Fener (FEN) won the Final Four. I think it was well deserved — I watched both games and they mainly looked like the better team compared to their opponents. With that being said, I don’t understand why the MVP went to Nigel. D. Hall, throughout the both games, really stepped up. In the table below, we have players’ TS% change in final four (FF) compared to regular season (RS), alongside the USG% change. Keep that in mind, these are aggregated through the both games. 3rd place match was more of a scrimmage which adds to the noise that comes from the low sample size.
Devon Hall’s shooting performance is apparent here and I believe he should have taken the MVP award. I’d be OK to Marko taking it as well, since he scored during times where FEN seemed a bit off.
Anyway, congrats to Fener.
Gini From Economics in Basketball?
I listen to SocratesDergi’s EuroStep if I have the chance (mostly while going to work). Throughout the episodes, mainly İbrahim Kutluay kept mentioning how everybody can step up in Fener’s squad. This gave me an idea to check the inequality via gini, which I have learned before.
Gini is mainly used for checking the inequality of income for countries. I came across it in statistical models from social sciences where gini is included as country-level variable. The value is large if small fraction of the population has big portion of the wealth — in extreme, if a single person has all the wealth. The value is small if the distribution is relatively equal (e.g., everyone has similar wealth). We are going to carry this idea to basketball, in respect to points scored (but it’s possible to carry it out to any variable of interest).
The plot above is called Lorenz Curve. On the y axis, we have fraction of the total points scored while on the x-axis, cumulative share of players (from the lowest scorers upward). It tells you how concentrated is points among players. I think the following tables make it more clear:
CUM_PTS stand for cumulative points scored, CPTS% give you the cumulative percentages. You can compare the both teams by looking at nth row in both tables: For example, for Efes, 7 players account for 81% of the points while for Fener, 75.2%.
Let’s check the whole league:
In the y-axis, I included points per game instead of total points since teams that made into the post-season played more games, hence had the chance to score more points.

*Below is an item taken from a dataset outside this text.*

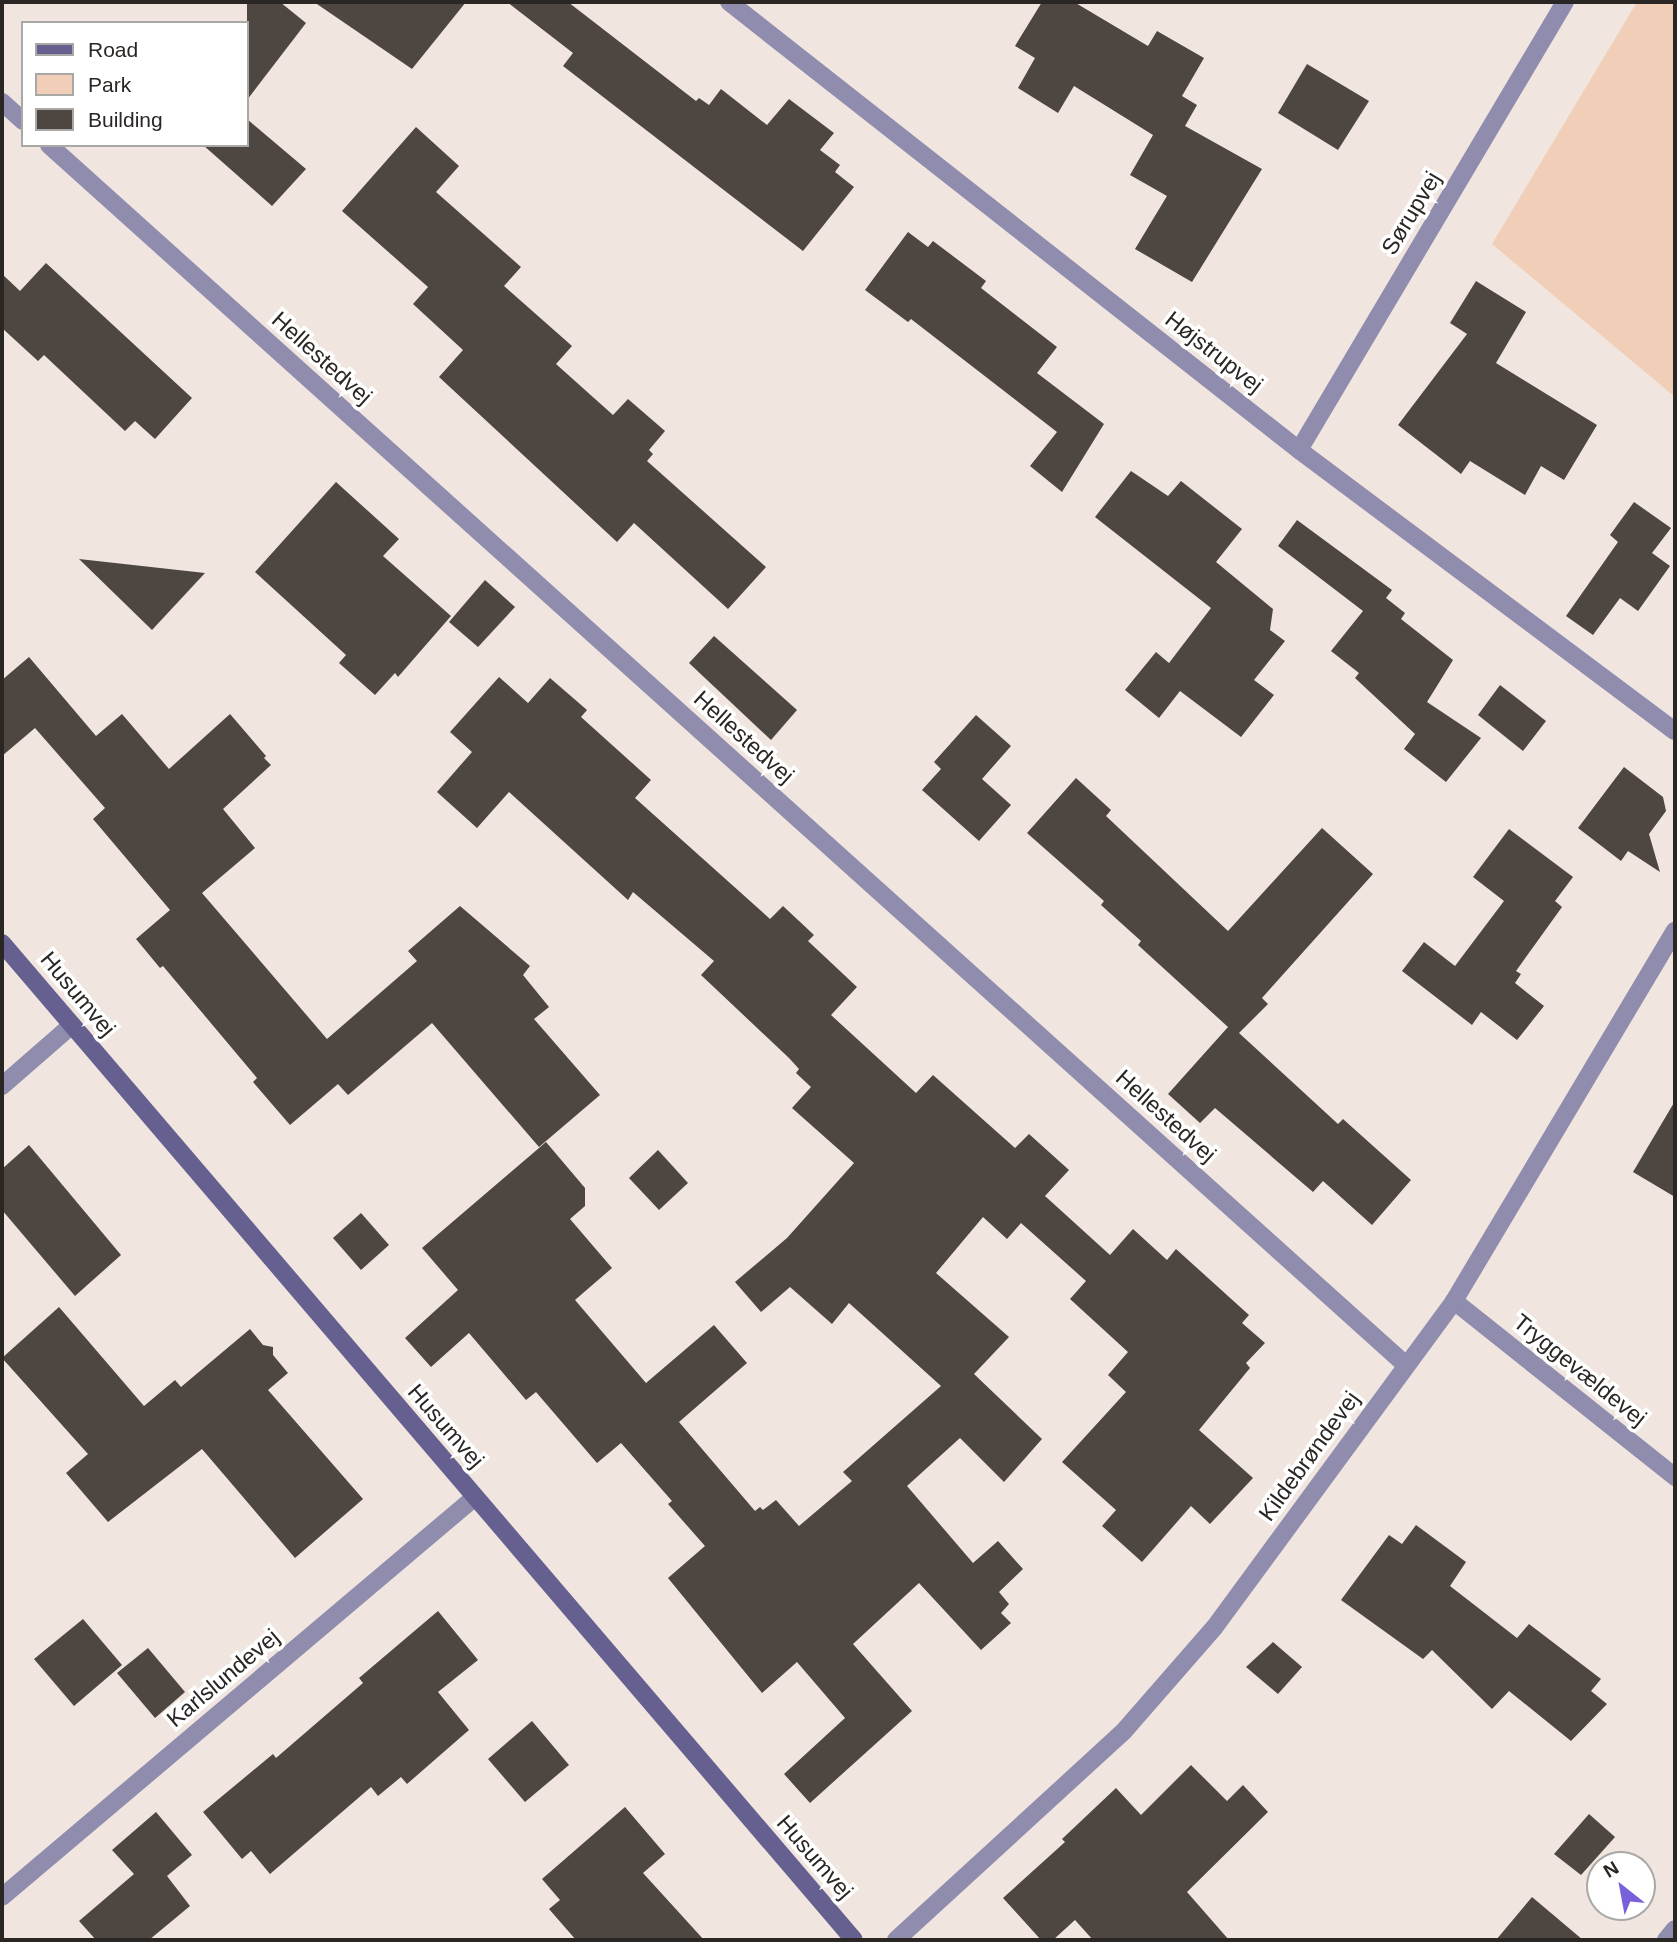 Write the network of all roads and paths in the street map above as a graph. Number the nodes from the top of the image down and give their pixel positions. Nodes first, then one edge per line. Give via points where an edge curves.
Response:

It seems like teams that made into post-season have more of an inequality which makes me think about somewhat related discussion, strong-link and weak-link sports. Another blog post topic has appeared :)

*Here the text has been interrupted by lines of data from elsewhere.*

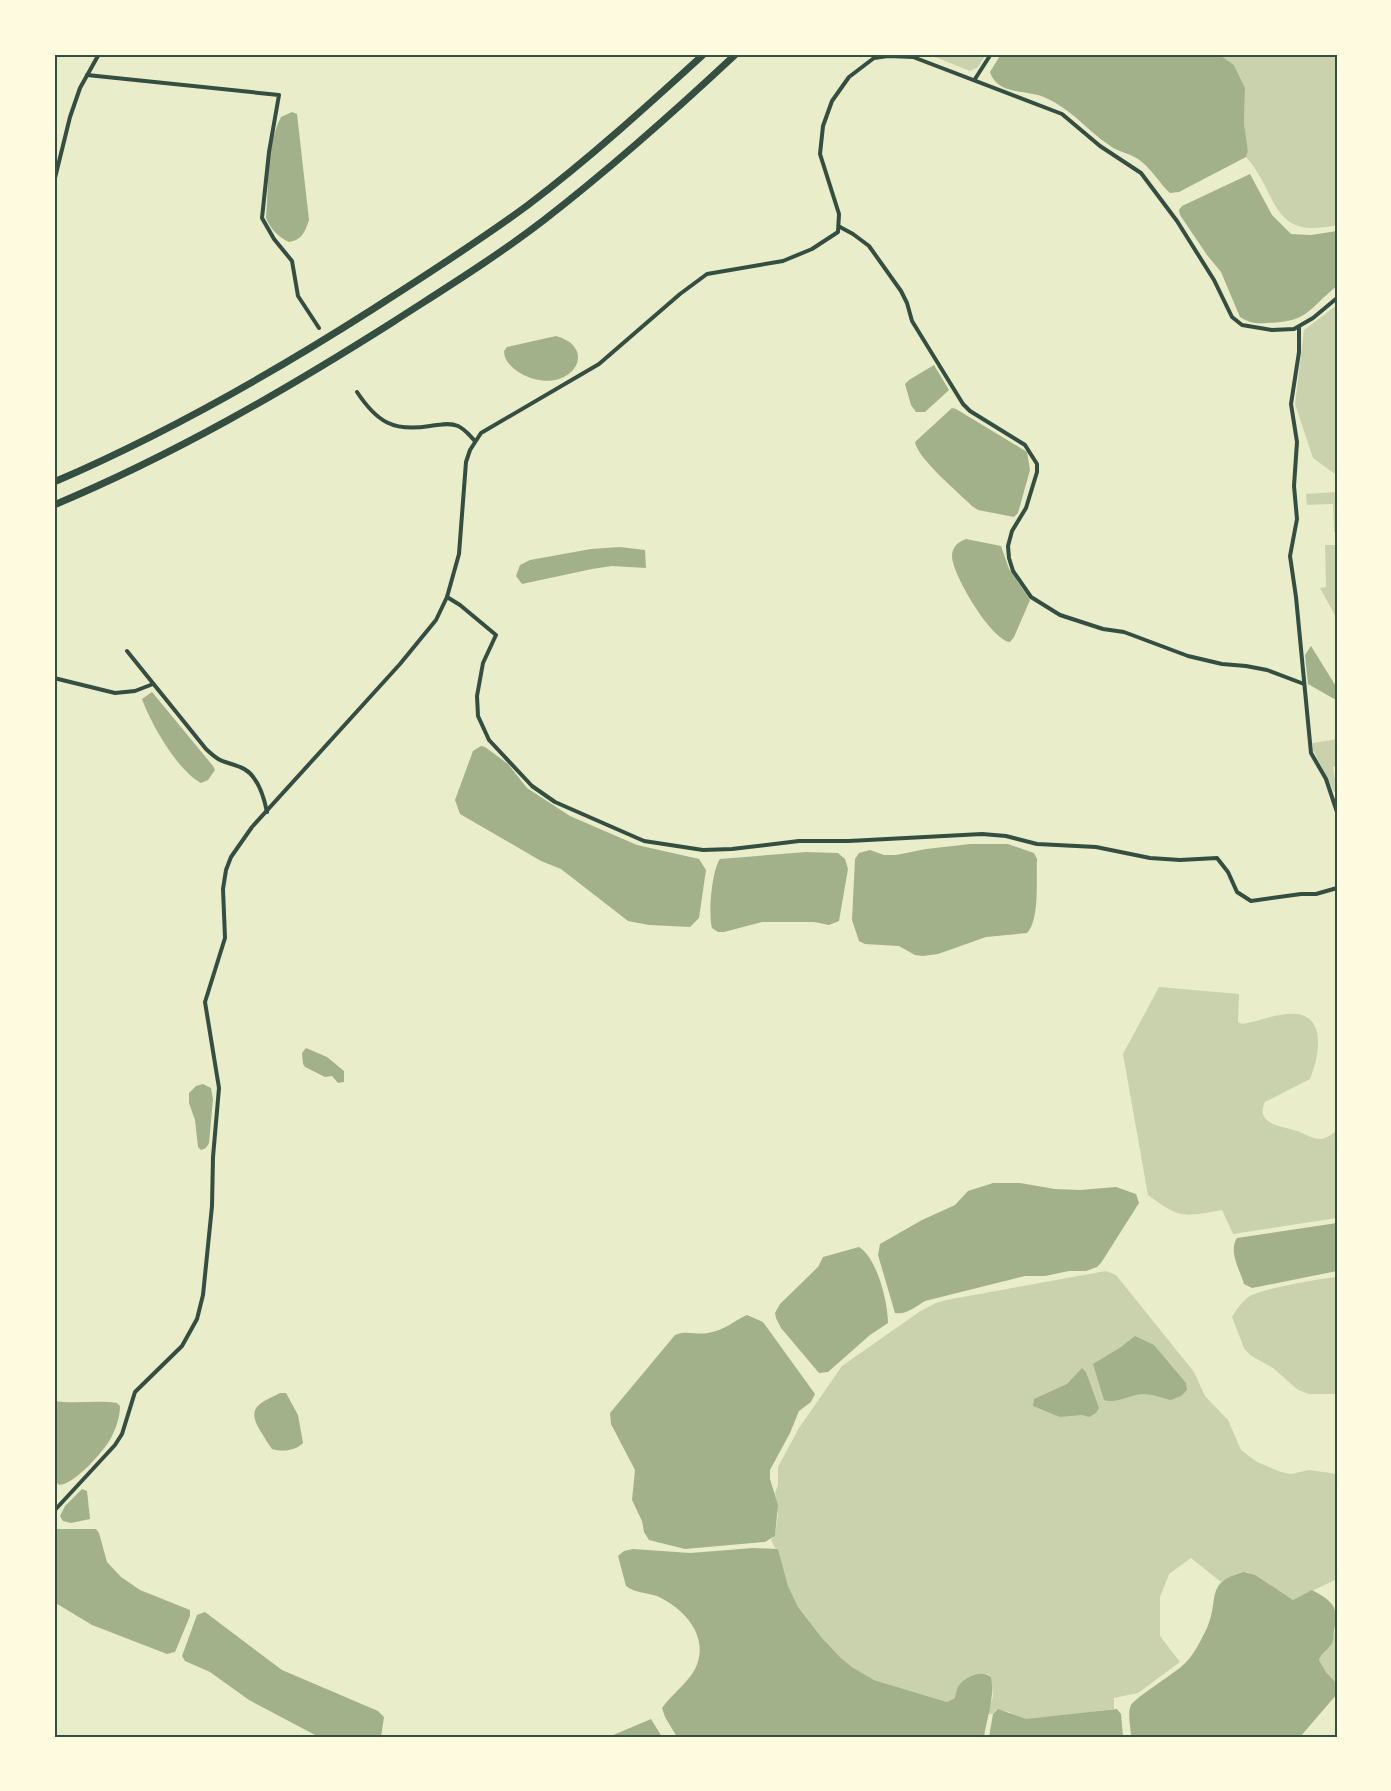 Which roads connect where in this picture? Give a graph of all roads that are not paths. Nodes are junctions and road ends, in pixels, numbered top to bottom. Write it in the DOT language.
graph roads {
  1 [pos="99,54"];
  2 [pos="704,54"];
  3 [pos="736,54"];
  4 [pos="991,54"];
  5 [pos="878,55"];
  6 [pos="87,75"];
  7 [pos="975,79"];
  8 [pos="54,182"];
  9 [pos="840,226"];
  10 [pos="1337,298"];
  11 [pos="319,327"];
  12 [pos="1299,327"];
  13 [pos="357,392"];
  14 [pos="476,441"];
  15 [pos="54,482"];
  16 [pos="54,505"];
  17 [pos="447,597"];
  18 [pos="127,651"];
  19 [pos="54,678"];
  20 [pos="153,684"];
  21 [pos="1304,684"];
  22 [pos="267,812"];
  23 [pos="1337,812"];
  24 [pos="1337,888"];
  25 [pos="54,1512"];
  1 -- 6 [label="street"];
  2 -- 15 [label="highway"];
  3 -- 16 [label="highway"];
  4 -- 7 [label="street"];
  5 -- 7 [label="street"];
  5 -- 9 [label="street"];
  6 -- 8 [label="street"];
  6 -- 11 [label="street"];
  7 -- 12 [label="street"];
  9 -- 14 [label="street"];
  9 -- 21 [label="street"];
  10 -- 12 [label="street"];
  12 -- 21 [label="street"];
  13 -- 14 [label="street"];
  14 -- 17 [label="street"];
  17 -- 22 [label="street"];
  17 -- 24 [label="street"];
  18 -- 20 [label="street"];
  19 -- 20 [label="street"];
  20 -- 22 [label="street"];
  21 -- 23 [label="street"];
  22 -- 25 [label="street"];
}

I thought about another way of looking at it, because maybe İbrahim Kutluay meant it per game basis. So, how does the distribution of most scorers per game look like for the teams? Let me show you how it looks like for Efes and Fener, since Efes seems to be the one with the least inequality when it comes to PTS.
I only used regular season for this one and also, in a tie scenario I pick randomly so these are slightly off.
Does this mean Kutluay is wrong? Not necessarily. Because we are looking at whole points or whole games, but changing the analysis to certain lineups, certain time periods within the game etc. may yield different results. I may actually check that in the future, for possessions with ‘high’ and ‘very high’ importance.